*** Opening of SUPPLIED RECORDS ***

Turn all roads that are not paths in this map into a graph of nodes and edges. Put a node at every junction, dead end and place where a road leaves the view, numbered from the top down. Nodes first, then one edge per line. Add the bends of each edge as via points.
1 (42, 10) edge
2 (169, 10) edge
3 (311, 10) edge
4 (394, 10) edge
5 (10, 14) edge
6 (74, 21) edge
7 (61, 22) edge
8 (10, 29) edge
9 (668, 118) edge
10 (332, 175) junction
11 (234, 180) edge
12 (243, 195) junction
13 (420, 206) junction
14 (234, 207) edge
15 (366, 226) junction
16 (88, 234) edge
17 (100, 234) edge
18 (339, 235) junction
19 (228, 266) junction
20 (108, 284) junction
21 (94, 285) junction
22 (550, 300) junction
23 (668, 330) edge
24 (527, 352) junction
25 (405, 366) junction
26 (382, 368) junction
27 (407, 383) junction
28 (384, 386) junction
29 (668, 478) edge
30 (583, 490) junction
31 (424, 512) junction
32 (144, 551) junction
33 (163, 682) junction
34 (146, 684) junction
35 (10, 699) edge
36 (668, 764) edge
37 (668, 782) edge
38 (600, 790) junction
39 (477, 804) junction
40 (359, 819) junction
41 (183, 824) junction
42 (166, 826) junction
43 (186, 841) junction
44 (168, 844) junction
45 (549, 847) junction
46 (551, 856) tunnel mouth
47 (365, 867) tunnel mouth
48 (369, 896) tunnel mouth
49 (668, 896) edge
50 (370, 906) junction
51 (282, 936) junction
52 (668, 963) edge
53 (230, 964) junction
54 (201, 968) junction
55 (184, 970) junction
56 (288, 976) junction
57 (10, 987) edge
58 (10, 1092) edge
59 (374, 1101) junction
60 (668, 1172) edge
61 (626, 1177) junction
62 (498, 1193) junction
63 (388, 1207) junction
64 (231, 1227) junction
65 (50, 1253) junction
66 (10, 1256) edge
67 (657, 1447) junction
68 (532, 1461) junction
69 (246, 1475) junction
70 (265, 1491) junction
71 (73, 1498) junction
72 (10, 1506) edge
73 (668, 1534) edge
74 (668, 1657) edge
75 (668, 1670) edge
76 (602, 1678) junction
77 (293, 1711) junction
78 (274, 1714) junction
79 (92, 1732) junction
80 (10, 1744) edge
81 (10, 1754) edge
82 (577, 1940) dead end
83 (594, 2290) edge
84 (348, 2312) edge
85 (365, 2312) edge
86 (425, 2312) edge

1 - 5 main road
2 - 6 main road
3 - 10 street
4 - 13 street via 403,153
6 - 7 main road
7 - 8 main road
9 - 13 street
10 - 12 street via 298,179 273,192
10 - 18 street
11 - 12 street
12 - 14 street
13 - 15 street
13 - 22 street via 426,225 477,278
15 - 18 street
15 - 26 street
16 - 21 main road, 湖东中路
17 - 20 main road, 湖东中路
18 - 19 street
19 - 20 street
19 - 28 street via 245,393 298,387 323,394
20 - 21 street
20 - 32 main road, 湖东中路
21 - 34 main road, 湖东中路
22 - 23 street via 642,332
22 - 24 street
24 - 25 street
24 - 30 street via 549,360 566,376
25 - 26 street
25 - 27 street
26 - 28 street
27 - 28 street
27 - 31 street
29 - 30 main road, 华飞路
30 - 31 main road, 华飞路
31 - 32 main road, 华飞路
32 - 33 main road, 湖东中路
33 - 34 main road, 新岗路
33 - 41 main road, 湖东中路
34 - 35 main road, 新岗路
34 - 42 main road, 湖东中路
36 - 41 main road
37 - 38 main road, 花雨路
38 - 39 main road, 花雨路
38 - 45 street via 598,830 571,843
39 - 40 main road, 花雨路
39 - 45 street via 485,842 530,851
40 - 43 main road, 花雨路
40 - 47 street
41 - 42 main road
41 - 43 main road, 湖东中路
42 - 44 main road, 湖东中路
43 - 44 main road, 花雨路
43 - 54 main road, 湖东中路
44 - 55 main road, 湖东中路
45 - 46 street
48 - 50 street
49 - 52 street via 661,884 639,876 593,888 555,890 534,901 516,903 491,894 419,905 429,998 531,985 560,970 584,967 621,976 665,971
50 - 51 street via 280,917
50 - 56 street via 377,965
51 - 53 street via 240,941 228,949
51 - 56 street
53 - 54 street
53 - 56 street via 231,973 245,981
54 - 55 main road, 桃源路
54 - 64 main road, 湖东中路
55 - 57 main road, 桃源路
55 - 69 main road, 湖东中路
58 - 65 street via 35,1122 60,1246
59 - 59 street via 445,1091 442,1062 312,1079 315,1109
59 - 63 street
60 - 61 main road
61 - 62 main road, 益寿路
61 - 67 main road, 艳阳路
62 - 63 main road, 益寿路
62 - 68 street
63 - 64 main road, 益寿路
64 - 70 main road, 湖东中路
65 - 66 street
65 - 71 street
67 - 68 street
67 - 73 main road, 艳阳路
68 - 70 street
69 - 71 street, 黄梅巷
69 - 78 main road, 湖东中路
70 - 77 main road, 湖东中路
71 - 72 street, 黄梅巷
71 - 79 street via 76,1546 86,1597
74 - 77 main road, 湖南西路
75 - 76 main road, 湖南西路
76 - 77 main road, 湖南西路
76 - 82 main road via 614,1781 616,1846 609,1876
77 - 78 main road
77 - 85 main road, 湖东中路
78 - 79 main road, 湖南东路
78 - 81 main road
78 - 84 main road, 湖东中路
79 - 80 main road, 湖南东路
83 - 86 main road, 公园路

*** Close of SUPPLIED RECORDS ***

**WHAT TO WORK ON:** Only the count, no other text: how many lines in the listing above hold "湖南西路"?

**RESULT BELOW:** 3